» Required action: If a line in the listing includes the word "Mircești", copy it out.

» Extracted data:
__________________________________________________
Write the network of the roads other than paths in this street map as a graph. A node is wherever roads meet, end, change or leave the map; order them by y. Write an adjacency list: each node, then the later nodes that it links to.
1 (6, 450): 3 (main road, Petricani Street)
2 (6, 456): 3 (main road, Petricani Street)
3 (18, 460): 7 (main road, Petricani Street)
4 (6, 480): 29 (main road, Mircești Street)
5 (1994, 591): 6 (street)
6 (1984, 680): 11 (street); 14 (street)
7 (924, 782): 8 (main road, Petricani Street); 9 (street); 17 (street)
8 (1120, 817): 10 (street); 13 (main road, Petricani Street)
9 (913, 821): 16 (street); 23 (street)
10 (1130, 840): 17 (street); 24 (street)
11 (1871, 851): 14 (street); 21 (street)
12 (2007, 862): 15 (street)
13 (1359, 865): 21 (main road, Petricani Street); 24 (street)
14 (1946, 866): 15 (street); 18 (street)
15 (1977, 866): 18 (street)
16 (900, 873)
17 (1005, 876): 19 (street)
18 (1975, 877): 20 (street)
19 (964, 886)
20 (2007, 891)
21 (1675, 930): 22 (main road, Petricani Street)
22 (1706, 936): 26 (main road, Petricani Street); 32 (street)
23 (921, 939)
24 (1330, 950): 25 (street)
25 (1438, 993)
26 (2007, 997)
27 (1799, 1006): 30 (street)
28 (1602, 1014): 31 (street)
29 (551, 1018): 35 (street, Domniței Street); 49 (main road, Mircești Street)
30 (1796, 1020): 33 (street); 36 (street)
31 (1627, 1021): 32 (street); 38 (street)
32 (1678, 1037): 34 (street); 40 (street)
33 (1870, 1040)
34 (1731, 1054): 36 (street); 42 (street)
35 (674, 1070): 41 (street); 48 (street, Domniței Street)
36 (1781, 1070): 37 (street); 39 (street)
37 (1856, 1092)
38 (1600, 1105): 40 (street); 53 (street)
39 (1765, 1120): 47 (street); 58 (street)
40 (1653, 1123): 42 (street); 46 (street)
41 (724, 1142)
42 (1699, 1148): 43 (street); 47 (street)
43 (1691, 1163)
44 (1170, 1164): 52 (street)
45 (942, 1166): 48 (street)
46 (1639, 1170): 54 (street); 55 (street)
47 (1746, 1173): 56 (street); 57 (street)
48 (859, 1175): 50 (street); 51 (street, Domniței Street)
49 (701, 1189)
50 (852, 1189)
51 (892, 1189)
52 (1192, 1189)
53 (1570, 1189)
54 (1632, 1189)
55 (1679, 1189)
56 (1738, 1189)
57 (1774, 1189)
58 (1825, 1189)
__________________________________________________
» Answer box:
4 (6, 480): 29 (main road, Mircești Street)
29 (551, 1018): 35 (street, Domniței Street); 49 (main road, Mircești Street)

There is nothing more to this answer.